Information given ▸
------------------------------

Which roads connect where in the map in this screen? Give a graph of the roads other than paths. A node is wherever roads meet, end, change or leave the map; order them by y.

------------------------------

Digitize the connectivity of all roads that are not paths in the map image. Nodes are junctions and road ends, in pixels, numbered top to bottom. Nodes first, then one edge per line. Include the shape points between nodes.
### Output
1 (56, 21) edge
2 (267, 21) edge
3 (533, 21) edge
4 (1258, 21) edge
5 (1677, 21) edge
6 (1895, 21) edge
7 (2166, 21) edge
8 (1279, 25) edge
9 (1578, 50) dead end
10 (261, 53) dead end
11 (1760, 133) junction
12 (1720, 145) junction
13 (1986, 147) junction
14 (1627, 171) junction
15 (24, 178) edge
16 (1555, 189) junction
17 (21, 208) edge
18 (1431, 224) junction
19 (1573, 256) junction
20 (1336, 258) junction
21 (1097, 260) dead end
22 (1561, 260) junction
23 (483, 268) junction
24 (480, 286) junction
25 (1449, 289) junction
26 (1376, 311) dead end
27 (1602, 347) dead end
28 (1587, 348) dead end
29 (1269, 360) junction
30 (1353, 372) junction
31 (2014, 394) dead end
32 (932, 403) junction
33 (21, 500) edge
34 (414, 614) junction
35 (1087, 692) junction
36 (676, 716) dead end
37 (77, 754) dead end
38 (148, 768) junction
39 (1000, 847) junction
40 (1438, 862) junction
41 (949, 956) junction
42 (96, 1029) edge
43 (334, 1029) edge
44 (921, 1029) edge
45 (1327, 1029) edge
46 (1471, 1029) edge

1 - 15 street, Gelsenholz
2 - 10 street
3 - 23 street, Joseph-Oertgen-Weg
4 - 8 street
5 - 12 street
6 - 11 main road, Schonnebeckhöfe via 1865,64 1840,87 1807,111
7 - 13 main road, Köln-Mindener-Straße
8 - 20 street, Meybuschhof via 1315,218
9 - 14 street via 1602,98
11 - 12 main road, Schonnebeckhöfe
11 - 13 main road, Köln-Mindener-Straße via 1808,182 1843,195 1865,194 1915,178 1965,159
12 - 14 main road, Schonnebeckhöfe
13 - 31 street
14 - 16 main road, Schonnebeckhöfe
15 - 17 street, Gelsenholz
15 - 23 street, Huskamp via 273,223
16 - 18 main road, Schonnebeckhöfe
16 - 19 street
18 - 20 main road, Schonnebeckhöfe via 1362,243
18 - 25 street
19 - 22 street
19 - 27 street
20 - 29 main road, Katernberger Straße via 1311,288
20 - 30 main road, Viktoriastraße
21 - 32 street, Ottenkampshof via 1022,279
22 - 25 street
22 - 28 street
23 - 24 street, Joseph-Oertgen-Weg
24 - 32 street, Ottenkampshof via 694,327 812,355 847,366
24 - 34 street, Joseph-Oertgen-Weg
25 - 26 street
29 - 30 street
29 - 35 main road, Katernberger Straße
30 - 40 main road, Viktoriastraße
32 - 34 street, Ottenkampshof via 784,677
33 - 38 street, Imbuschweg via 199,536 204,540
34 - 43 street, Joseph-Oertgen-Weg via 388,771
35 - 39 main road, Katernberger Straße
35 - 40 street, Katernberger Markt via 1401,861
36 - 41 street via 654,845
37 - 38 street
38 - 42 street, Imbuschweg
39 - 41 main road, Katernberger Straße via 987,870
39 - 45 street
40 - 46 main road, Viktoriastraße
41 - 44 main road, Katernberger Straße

------------------------------

Exercise goal ▸
Which lines above contain the word "paths"? List them.

Solved problem ▸
Which roads connect where in the map in this screen? Give a graph of the roads other than paths. A node is wherever roads meet, end, change or leave the map; order them by y.
Digitize the connectivity of all roads that are not paths in the map image. Nodes are junctions and road ends, in pixels, numbered top to bottom. Nodes first, then one edge per line. Include the shape points between nodes.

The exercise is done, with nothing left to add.